In 2017 RBS created a RBS Women Network which incorporated all of their groups: Focused Women, Women in Technology, Coutts Women’s Network, Compass and Business Women Can. This network aims to attract the best female talent to RBS.

Deloitte

Deloitte currently have a 43% female workforce and report a 18.2% mean gender pay gap across all staff. They explain their pay gap as being a reflection of male dominated director and partner roles with only 18% of partners being female.

Deloitte have introduced the following to bridge the gender pay gap:

• Ensuring recruitment processes are without bias
• A industry leading return to work programme
• Sponsorship programmes for senior women
• Female manager development programmes
• A working parents transition programme

KPMG

KPMG has a 22.3% mean gender pay gap across all staff.However, 47% of their staff are female.

What KPMG are doing to bridge the gap:

• Leading from the top with 31% of their ExCo being female and 43% of their board members being female
• From January 2018 all senior hires require a 50% female shortlist
• Supporting a diverse and inclusive work place such as flexible working and introducing their Empowering Parents Programme

EY

EY reports a mean gender pay gap of 19.7% across all staff. Similar to their Big Four peer this gap is explained by less females taking up senior positions from director level upwards.

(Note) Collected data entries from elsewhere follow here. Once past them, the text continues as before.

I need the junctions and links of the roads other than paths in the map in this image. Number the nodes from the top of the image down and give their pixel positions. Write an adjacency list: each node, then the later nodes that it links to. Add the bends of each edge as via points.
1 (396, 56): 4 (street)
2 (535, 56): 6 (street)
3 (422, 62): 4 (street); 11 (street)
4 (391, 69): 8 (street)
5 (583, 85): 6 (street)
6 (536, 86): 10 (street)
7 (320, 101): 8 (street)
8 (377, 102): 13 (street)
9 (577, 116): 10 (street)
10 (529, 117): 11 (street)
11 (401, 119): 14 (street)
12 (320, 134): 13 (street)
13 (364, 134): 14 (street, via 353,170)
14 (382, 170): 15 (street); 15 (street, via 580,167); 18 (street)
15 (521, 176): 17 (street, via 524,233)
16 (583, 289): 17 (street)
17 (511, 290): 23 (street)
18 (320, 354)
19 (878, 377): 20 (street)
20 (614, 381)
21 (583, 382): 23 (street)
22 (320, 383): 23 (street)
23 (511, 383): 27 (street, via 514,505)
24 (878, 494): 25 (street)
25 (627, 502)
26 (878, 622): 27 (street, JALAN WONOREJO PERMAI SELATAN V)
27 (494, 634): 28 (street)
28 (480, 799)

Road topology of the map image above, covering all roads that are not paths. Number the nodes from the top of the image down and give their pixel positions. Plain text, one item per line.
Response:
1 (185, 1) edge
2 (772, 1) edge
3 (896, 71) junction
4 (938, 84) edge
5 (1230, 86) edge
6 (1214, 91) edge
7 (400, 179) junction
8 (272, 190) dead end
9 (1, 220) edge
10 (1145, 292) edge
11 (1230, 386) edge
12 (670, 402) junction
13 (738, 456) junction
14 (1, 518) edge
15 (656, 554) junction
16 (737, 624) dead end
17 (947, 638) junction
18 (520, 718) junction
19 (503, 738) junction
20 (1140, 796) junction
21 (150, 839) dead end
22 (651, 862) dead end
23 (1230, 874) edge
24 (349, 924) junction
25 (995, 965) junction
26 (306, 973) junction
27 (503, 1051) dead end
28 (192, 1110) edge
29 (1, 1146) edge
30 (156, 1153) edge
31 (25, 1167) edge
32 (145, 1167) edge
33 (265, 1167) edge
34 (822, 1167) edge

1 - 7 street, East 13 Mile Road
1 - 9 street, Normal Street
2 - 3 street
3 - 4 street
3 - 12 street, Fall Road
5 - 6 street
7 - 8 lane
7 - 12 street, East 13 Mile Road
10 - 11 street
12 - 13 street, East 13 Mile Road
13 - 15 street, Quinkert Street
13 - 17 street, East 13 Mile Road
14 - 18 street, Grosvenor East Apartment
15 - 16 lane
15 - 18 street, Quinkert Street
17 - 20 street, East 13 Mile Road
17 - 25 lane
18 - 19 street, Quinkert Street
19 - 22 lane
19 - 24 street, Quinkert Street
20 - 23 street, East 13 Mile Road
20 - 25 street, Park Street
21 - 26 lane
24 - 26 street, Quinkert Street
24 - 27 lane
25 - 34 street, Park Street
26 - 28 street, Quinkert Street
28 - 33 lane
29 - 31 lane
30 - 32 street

EY have introduced the following to bridge the gender pay gap:

• Implementing policies making working parents gender neutral
• Flexible working practices
• Implementing 20 initiative programmes which include CareerWatch and BME leadership programmes

HSBC

HSBC report a 59% mean gender pay gap across all staff. This figure is relatively high and as a result they are currently addressing the issue with their Group CEO John Flint taking the following actions:

• They have signed up to 30% Club Campaign – 30% of women in senior roles
• HSBC to request 50% gender diverse shortlists for external hires
• Developing female talent to ensure strong female leadership sits in the pipeline
• Supporting families, flexibility and retaining female talent by promoting shared parental leave as well as coaching managers HSBC

Current statistics:

• 54% to 46% male/female ratio across all staff
• 77% to 23% male/female ratio across staff between GCB 0-3 (Global Career Band) GCB3 is director level equivalent at other banks with GCB0 being the highest
• 33% to 67% male to female ratio for less senior positions from GCB6-GCB8

Lloyds Banking Group

Lloyds Banking Group report a 42.7% mean gender pay gap which goes down to 32.8% for Lloyds Bank (when HBOS and C&G are taken out of the equation).

LBG have been recognised as a FTSE 100 company that promotes inclusion with dynamic working practices and have set a target of 40% senior roles to be filled by women. The bank has implemented programmes for agile hiring to ensure all shortlists are diverse. The percentage of women in senior positions has risen from 29% in 2013 to 34% in 2017.